--- START ---
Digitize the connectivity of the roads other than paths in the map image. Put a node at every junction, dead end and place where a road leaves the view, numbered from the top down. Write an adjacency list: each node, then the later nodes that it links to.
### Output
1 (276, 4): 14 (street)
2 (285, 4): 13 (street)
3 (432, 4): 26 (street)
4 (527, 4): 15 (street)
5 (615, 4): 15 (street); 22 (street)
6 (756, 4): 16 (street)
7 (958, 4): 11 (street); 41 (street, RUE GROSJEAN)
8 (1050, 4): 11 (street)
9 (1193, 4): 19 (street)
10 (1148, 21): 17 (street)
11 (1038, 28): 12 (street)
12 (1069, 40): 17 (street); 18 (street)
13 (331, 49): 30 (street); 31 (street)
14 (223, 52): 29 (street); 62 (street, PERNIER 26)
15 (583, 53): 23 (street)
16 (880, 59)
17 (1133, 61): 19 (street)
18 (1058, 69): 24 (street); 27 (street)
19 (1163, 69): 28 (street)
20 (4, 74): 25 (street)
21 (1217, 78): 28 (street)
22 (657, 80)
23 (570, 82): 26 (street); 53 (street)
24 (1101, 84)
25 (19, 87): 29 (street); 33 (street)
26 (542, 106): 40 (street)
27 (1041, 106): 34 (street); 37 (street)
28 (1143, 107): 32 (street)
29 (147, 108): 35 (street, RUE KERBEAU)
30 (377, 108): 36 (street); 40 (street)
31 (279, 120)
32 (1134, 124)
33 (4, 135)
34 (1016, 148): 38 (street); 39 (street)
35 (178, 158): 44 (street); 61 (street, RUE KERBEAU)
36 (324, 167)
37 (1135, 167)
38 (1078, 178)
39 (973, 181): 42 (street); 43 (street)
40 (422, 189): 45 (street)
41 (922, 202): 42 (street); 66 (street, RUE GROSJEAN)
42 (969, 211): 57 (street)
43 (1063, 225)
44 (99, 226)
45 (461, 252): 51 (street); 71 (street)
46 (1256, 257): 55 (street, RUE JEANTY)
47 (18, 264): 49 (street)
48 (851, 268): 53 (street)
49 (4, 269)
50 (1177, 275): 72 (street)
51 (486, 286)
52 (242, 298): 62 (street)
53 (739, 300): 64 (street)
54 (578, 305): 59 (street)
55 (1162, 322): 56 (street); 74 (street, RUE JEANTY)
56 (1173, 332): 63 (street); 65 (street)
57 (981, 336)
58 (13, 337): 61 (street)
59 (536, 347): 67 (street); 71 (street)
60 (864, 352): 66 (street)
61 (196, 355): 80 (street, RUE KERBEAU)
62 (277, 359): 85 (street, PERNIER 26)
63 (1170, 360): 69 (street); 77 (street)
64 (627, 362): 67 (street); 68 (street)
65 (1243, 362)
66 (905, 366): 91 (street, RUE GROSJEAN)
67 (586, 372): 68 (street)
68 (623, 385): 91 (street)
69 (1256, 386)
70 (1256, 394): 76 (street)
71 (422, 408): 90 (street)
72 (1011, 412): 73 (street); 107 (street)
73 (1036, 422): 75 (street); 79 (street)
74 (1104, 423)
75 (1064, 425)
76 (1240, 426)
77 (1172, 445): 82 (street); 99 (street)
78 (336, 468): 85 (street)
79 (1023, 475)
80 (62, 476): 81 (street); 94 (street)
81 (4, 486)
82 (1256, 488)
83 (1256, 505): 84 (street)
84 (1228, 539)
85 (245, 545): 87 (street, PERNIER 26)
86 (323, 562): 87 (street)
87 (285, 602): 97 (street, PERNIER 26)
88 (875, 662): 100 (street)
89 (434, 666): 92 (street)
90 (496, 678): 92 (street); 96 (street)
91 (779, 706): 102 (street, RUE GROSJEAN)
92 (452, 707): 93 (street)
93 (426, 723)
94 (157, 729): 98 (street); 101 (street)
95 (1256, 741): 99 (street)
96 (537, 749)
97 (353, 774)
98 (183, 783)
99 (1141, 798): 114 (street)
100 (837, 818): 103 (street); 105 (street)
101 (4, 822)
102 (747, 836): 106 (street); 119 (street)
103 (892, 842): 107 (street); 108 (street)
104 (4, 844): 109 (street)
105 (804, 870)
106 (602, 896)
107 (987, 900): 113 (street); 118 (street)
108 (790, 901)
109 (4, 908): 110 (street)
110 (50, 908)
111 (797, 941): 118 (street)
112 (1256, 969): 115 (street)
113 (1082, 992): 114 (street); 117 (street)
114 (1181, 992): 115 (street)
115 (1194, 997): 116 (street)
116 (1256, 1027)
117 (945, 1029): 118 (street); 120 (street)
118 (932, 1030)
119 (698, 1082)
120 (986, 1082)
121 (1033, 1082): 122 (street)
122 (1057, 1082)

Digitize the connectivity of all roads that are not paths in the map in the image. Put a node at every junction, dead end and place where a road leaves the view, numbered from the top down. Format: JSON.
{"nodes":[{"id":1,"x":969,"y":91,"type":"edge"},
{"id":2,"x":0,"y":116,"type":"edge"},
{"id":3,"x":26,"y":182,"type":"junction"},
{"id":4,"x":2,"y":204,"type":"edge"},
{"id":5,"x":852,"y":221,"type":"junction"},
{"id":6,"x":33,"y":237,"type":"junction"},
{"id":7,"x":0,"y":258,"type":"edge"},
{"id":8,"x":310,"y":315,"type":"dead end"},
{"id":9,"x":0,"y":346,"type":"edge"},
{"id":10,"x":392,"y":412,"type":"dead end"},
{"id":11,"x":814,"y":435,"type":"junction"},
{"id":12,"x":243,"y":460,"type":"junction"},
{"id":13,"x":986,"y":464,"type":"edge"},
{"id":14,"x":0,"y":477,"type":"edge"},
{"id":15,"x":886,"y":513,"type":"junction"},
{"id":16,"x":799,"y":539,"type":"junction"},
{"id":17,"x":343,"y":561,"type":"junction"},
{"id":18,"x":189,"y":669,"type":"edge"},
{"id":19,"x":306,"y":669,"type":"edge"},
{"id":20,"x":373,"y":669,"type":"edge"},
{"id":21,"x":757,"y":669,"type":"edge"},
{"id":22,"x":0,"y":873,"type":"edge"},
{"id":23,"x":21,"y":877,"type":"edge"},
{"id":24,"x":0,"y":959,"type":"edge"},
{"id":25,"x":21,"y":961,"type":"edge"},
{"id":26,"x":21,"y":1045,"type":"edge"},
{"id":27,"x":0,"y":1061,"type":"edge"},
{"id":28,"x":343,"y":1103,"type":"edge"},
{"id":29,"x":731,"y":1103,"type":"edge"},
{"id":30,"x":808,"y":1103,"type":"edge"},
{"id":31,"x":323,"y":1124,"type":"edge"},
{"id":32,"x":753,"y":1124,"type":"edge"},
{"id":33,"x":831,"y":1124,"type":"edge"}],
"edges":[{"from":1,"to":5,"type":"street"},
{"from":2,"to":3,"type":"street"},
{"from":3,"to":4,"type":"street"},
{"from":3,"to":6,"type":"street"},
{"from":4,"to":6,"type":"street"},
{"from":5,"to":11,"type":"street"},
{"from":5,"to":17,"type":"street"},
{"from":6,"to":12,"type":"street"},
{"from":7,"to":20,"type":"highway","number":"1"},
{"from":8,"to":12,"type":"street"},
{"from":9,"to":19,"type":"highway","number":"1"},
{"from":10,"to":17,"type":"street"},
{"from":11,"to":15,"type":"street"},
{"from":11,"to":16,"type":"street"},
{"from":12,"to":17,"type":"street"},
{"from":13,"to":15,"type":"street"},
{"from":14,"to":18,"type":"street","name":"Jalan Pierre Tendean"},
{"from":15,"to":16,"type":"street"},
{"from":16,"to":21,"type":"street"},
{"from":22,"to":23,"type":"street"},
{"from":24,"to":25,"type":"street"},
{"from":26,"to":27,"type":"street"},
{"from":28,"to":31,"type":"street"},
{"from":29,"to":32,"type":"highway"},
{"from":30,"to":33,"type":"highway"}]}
--- END ---
* EXERCISE BRIEF *
Copy out each line of the entries above that holds "roads".

* OUTPUT FOR THIS TASK *
Digitize the connectivity of the roads other than paths in the map image. Put a node at every junction, dead end and place where a road leaves the view, numbered from the top down. Write an adjacency list: each node, then the later nodes that it links to.
Digitize the connectivity of all roads that are not paths in the map in the image. Put a node at every junction, dead end and place where a road leaves the view, numbered from the top down. Format: JSON.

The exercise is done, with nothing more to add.